I turn to Amendments Nos. 2 and 3. Amendment No. 2 would in effect deny to British Overseas Territories citizens the rights to freedom of movement in Europe to which they would be entitled as British citizens, and therefore take away an important advantage of British citizenship.

By granting British citizenship to British Dependent Territories citizens we would in effect be lifting the limitations that that status currently carries with it, especially with regard to freedom of movement. The amendment places persons who as a result of the Bill have been granted British citizenship at a disadvantage compared with other British citizens when travelling, working, studying and living anywhere within the European Community.

We are very keen to avoid that. We have made clear that the citizenship provisions of the Bill remove the very restraints, such as exclusion from EU free movement and established rights, which the amendment seeks to impose.

I turn to Amendment No. 3. British Dependent Territories citizens who become British citizens as a result of the Bill will also be British Overseas Territories citizens. Their relationship with their territory of origin will not change, and we expect them to be treated no differently within that territory.

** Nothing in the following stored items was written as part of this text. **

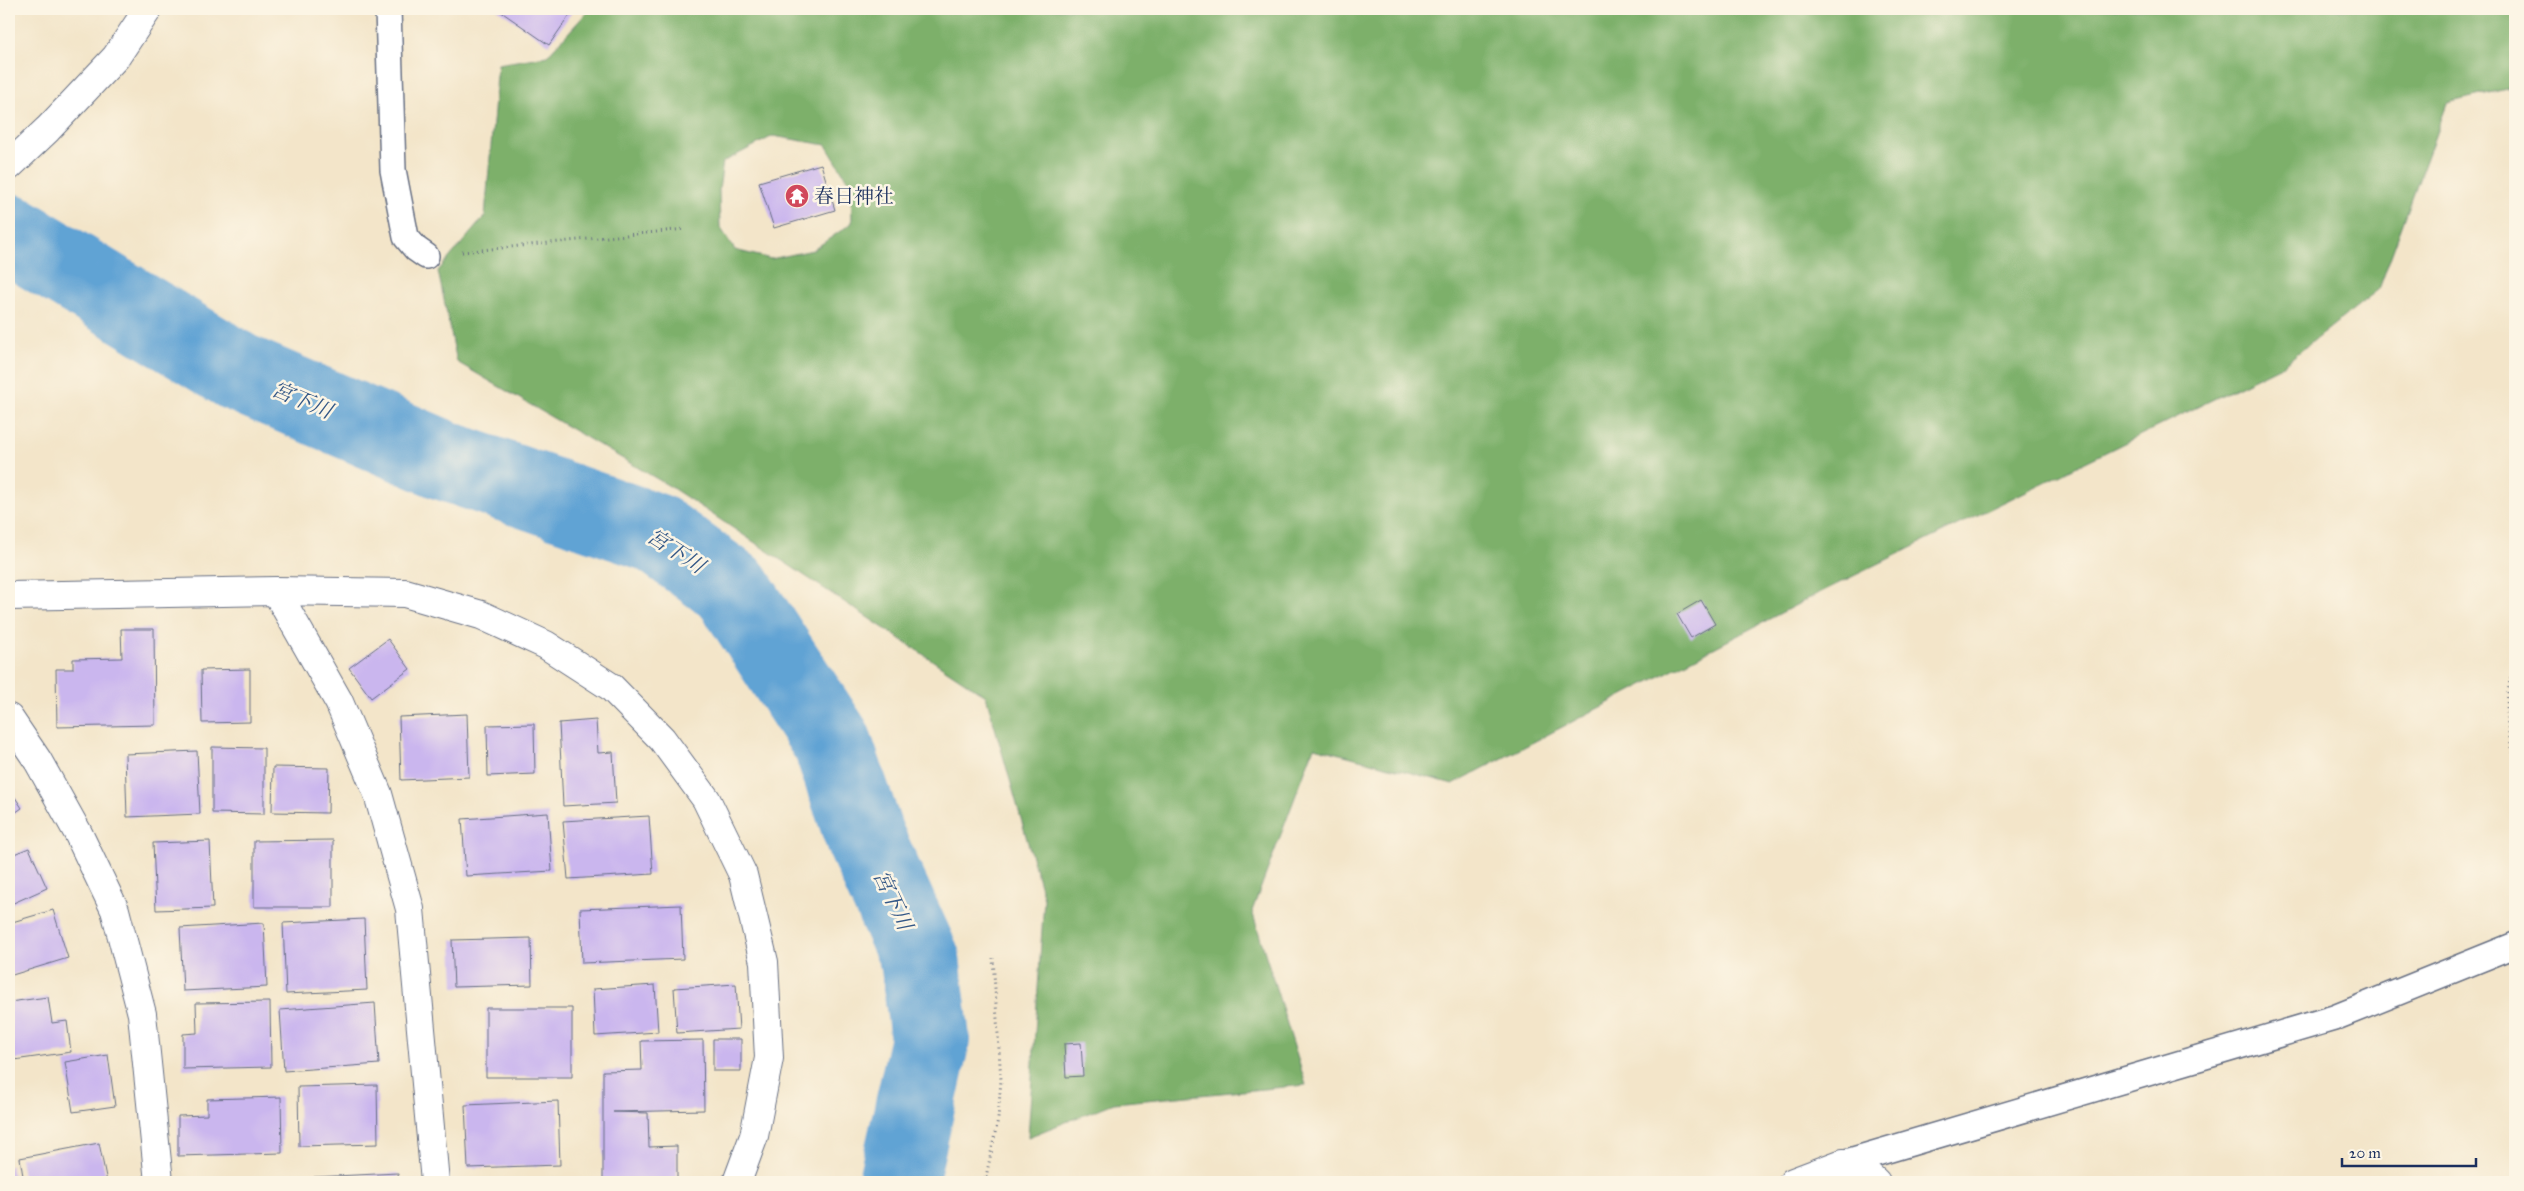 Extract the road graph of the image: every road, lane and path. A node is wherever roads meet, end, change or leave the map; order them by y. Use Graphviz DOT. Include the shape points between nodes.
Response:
graph roads {
  1 [pos="148,9"];
  2 [pos="388,9"];
  3 [pos="9,166"];
  4 [pos="685,229"];
  5 [pos="426,256"];
  6 [pos="276,592"];
  7 [pos="9,596"];
  8 [pos="2515,662"];
  9 [pos="9,718"];
  10 [pos="2515,758"];
  11 [pos="2515,945"];
  12 [pos="994,958"];
  13 [pos="1843,1163"];
  14 [pos="159,1182"];
  15 [pos="434,1182"];
  16 [pos="737,1182"];
  17 [pos="984,1182"];
  18 [pos="1793,1182"];
  19 [pos="1876,1182"];
  1 -- 3 [label="street" via="116,57"];
  2 -- 5 [label="lane" via="393,170 404,232 416,250"];
  4 -- 5 [label="path"];
  6 -- 7 [label="street"];
  6 -- 15 [label="street" via="339,702 375,786 410,909"];
  6 -- 16 [label="street" via="405,593 481,615 546,646 611,687 662,738 706,799 743,875 764,962 769,1058 754,1136"];
  8 -- 10 [label="path" via="2506,717"];
  9 -- 14 [label="street" via="38,761 115,910 142,1014"];
  11 -- 13 [label="lane" via="2334,1018"];
  12 -- 17 [label="path" via="1001,1080 998,1119"];
  13 -- 18 [label="street"];
  13 -- 19 [label="street" via="1865,1172"];
} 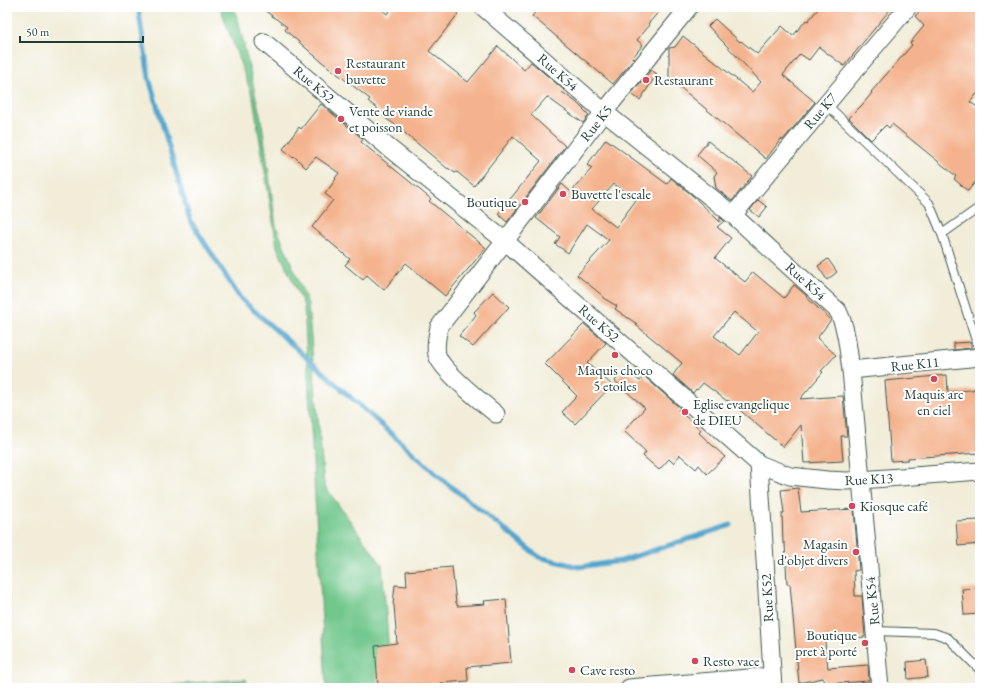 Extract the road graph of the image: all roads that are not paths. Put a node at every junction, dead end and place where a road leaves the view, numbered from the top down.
1 (483, 7) edge
2 (689, 7) edge
3 (908, 7) edge
4 (264, 42) dead end
5 (826, 104) junction
6 (604, 112) junction
7 (980, 207) edge
8 (733, 215) junction
9 (942, 234) junction
10 (504, 241) junction
11 (980, 353) edge
12 (980, 357) edge
13 (851, 370) junction
14 (496, 414) dead end
15 (759, 464) junction
16 (980, 470) edge
17 (860, 481) junction
18 (875, 631) junction
19 (980, 670) edge
20 (772, 682) edge
21 (629, 688) edge
22 (880, 688) edge

1 - 6 street, Rue K54
2 - 6 street, Rue K5
3 - 5 street, Rue K7
4 - 10 street, Rue K52
5 - 8 street, Rue K7
5 - 9 lane
6 - 8 street, Rue K54
6 - 10 street, Rue K5
7 - 9 lane
8 - 13 street, Rue K54
9 - 11 lane
10 - 14 street, Rue K5
10 - 15 street, Rue K52
12 - 13 street, Rue K11
13 - 17 street, Rue K54
15 - 17 street, Rue K13
15 - 20 street, Rue K52
16 - 17 street, Rue K13
17 - 18 street, Rue K54
18 - 19 lane
18 - 22 street, Rue K54
20 - 21 street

The Bill will not alter the definition of overseas territory "belongership", which is a concept of territory nationality. That confers the right of abode, voting rights, the right to hold public office and in many cases to own land in the territory. This status is automatically acquired by the indigenous population and normally by those born in the territory to people settled in the territory. Under local immigration laws, "belongership" can be conferred on a discretionary basis on long-term residents who meet certain criteria. None of that will change as a result of the Bill.

There will be no compulsion about taking up the benefits of British citizenship. Those who choose to do so will in any case retain their British Overseas Territories citizens status. The noble Baroness's proposed amendment risks creating doubt about the position post commencement, where, as matters stand, there is none.

In the light of this explanation I hope that the noble Baroness will feel able to withdraw her amendment.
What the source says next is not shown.